Acórdão do Tribunal da Relação de Coimbra
Processo:
840/22.0T9LRA-A.C1
Nº Convencional: JTRC
Relator: ANA CAROLINA CARDOSO
Descritores: PESQUISA INFORMÁTICA
APREENSÃO DE EQUIPAMENTO INFORMÁTICO
EXTRACÇÃO DE MATERIAL RECOLHIDO EM EQUIPAMENTO INFORMÁTICO
VALIDAÇÃO DA JUNÇÃO AOS AUTOS DOS DADOS RECOLHIDOS
PRAZO PARA A APRESENTAÇÃO DOS DADOS RECOLHIDOS AO JUIZ
Data do Acordão: 04/26/2023
Votação: UNANIMIDADE
Tribunal Recurso: TRIBUNAL JUDICIAL DA COMARCA DE LEIRIA – JUÍZO DE FAMÍLIA E MENORES DAS CALDAS DA RAINHA – JUIZ ...
Texto Integral: N
Meio Processual: RECURSO
Decisão: CONCEDIDO PROVIMENTO PARCIAL AO RECURSO
Legislação Nacional: ARTIGOS 15º E 16.º, N.º, 3, DA LEI N.º 109/2009, DE 15 DE SETEMBRO/LEI DO CIBERCRIME
ARTIGO 178.º DO CÓDIGO DE PROCESSO PENAL
Sumário: I – A pesquisa informática a que se refere o artigo 15.º, n.º 1, da Lei do Cibercrime consiste numa pesquisa sumária ao equipamento electrónico suspeito para averiguar se nele existem dados armazenados que interessem à prova; se a resposta for positiva, o equipamento é apreendido com vista à extracção dos dados.

II – É distinto o apuramento da existência de dados informáticos específicos e determinados que se encontrem armazenados num sistema informático, obtido através de pesquisa informática sumária, e a extracção dos dados relevantes do equipamento informático onde foram encontrados, bem como a sua junção ao processo, razão pela qual aquela pesquisa nunca pode ser confundida com a “junção” do material aos autos.

III – O prazo a que se refere o artigo 15.º, n.º 2, da Lei do Cibercrime respeita àquela pesquisa sumária, não à extração dos dados relevantes do equipamento informático para efeitos da sua junção ao processo, que se encontra previsto no art. 16.º da mesma lei.

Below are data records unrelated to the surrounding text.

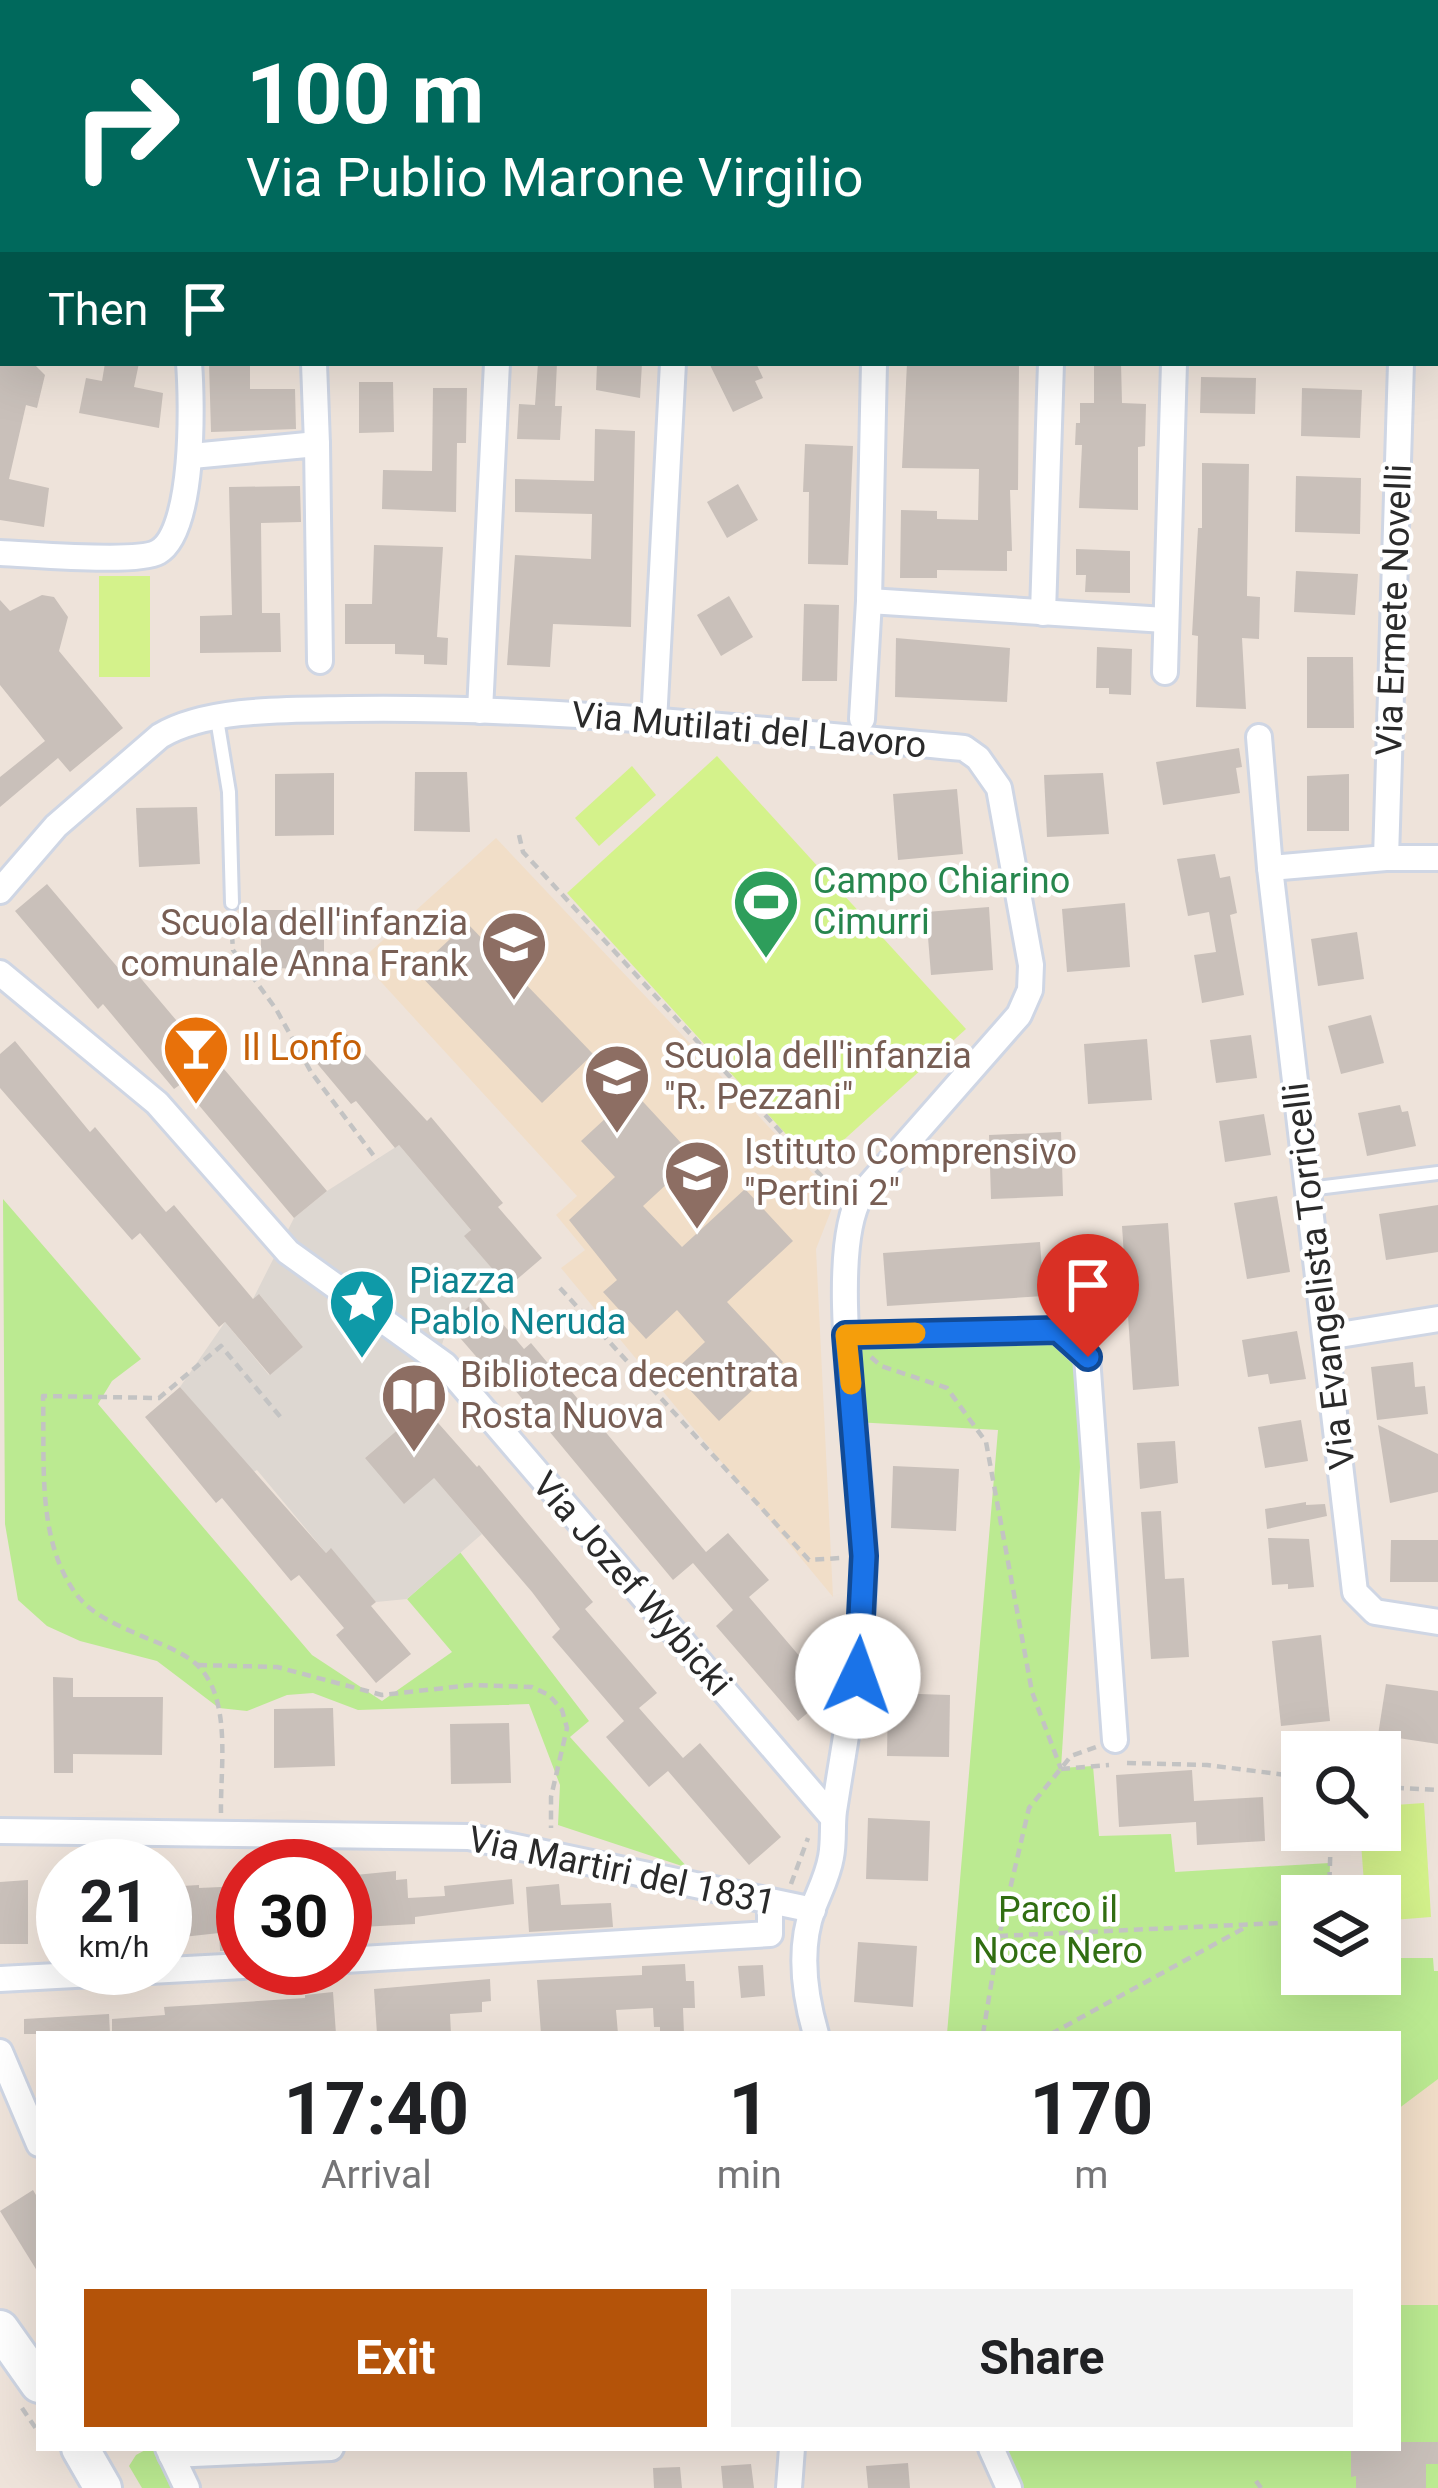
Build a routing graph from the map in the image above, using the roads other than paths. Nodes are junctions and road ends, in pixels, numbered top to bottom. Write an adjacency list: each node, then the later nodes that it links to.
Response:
1 (189, 366): 10 (street)
2 (314, 366): 9 (street)
3 (497, 366): 17 (street)
4 (673, 366): 20 (street)
5 (874, 366): 12 (street)
6 (1051, 366): 13 (street)
7 (1174, 366): 14 (street)
8 (1401, 366): 22 (street, Via Ermete Novelli)
9 (317, 444): 10 (street); 15 (street)
10 (192, 456): 11 (street)
11 (0, 554)
12 (869, 601): 13 (street); 19 (street)
13 (1042, 613): 14 (street)
14 (1165, 620): 16 (street)
15 (320, 662)
16 (1165, 672)
17 (480, 710): 18 (street, Via Mutilati del Lavoro); 20 (street, Via Mutilati del Lavoro)
18 (217, 719): 25 (street, Via Mutilati del Lavoro); 26 (lane)
19 (862, 719)
20 (654, 722): 31 (street, Via Mutilati del Lavoro)
21 (1259, 737): 24 (street, Via Evangelista Torricelli)
22 (1386, 858): 23 (street); 24 (street)
23 (1438, 858)
24 (1270, 868): 29 (street, Via Evangelista Torricelli)
25 (0, 891)
26 (232, 903)
27 (0, 973): 35 (street, Via Jozef Wybicki)
28 (1438, 1173): 29 (lane)
29 (1309, 1189): 32 (street, Via Evangelista Torricelli)
30 (1438, 1319): 32 (street)
31 (846, 1335): 34 (street); 35 (street)
32 (1328, 1337): 33 (street, Via Evangelista Torricelli)
33 (1438, 1622)
34 (1115, 1740)
35 (822, 1823): 38 (street)
36 (0, 1831): 37 (street, Via Martiri del 1831)
37 (778, 1903): 38 (street, Via Martiri del 1831); 39 (street)
38 (812, 1910): 42 (street)
39 (372, 1958)
40 (216, 1967): 41 (street)
41 (0, 1979)
42 (815, 2031)
43 (0, 2052): 44 (street)
44 (36, 2137)
45 (0, 2329): 46 (street)
46 (36, 2380)
47 (82, 2451): 52 (street)
48 (210, 2451): 51 (street)
49 (792, 2451): 54 (street)
50 (992, 2451): 55 (street)
51 (170, 2452): 53 (street)
52 (103, 2488)
53 (188, 2488)
54 (789, 2488)
55 (1009, 2488)

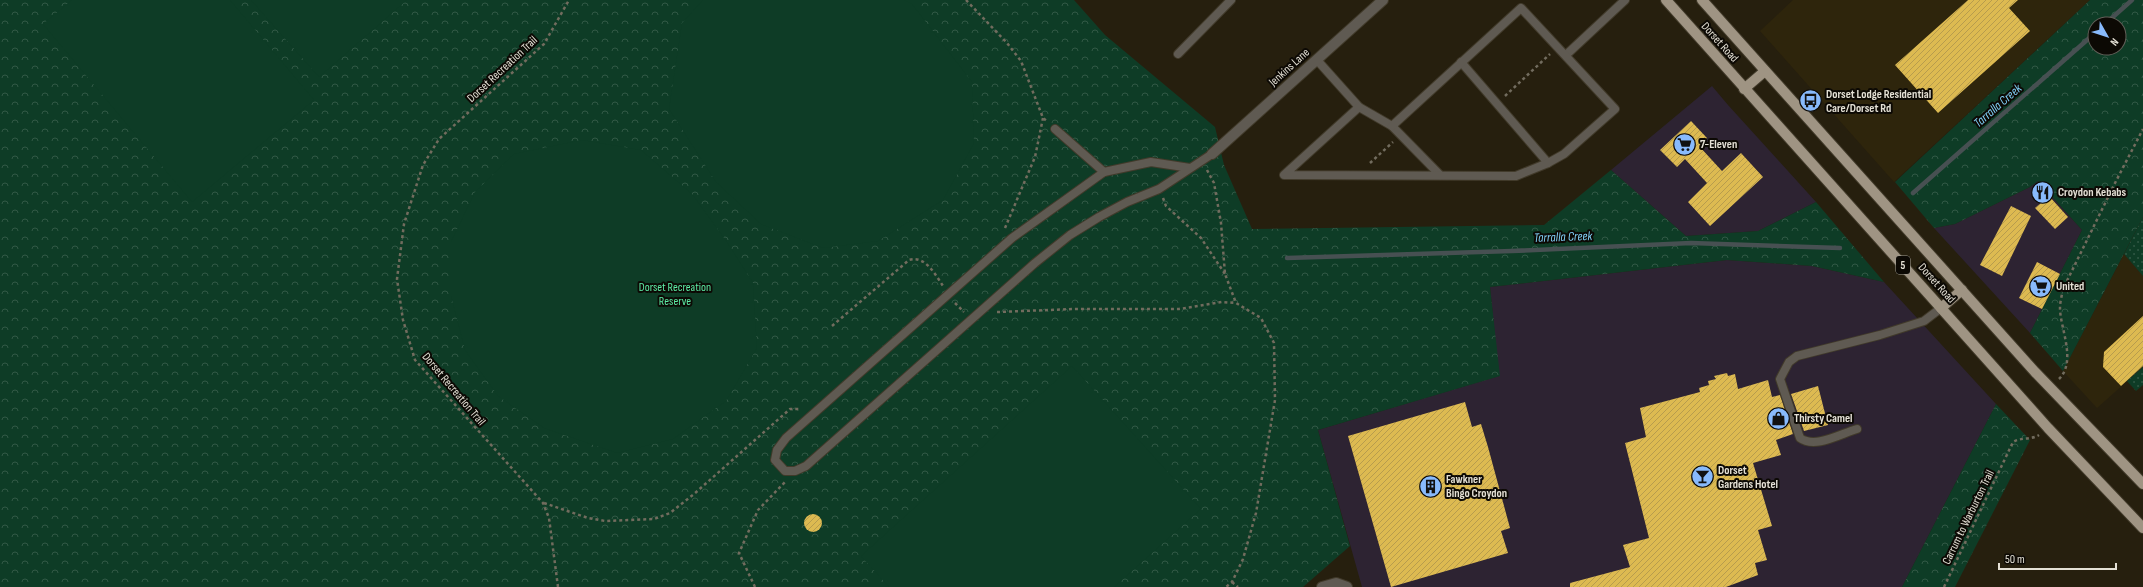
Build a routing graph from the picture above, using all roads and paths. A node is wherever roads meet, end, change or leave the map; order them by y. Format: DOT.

IV – Quando forem apreendidos dados ou documentos informáticos cujo conteúdo seja susceptível de revelar dados pessoais ou íntimos, que possam pôr em causa a privacidade do respetivo titular ou de terceiro, devem ser apresentados ao juiz antes da sua junção aos autos, sob pena de nulidade, para prolação do despacho a que se refere no n.º 3 do artigo 16.º da Lei do Cibercrime.

Decisão Texto Integral:

Acórdão deliberado em conferência na 5ª seção criminal do Tribunal da Relação de Coimbra


1.

Relatório


A Magistrada do Ministério Público veio interpor recurso da decisão proferida pelo Juiz de Família e Menores no inquérito tutelar educativo n.º 840/22...., do Juízo de Família e Menores ... – J..., Comarca de Leiria, que declarou nulas as pesquisas informáticas realizadas e, em consequência, não validou os dados resultantes daquelas.


1.1.  Conclusões do recurso (que se transcrevem na parte relevante):

- As pesquisas informáticas tiveram o consentimento expresso dos titulares.

- As pesquisas não são nulas.

- Os dados e fotografias recolhidas não são prova proibida.

- Os dados e fotografias deveram manter-se nos autos.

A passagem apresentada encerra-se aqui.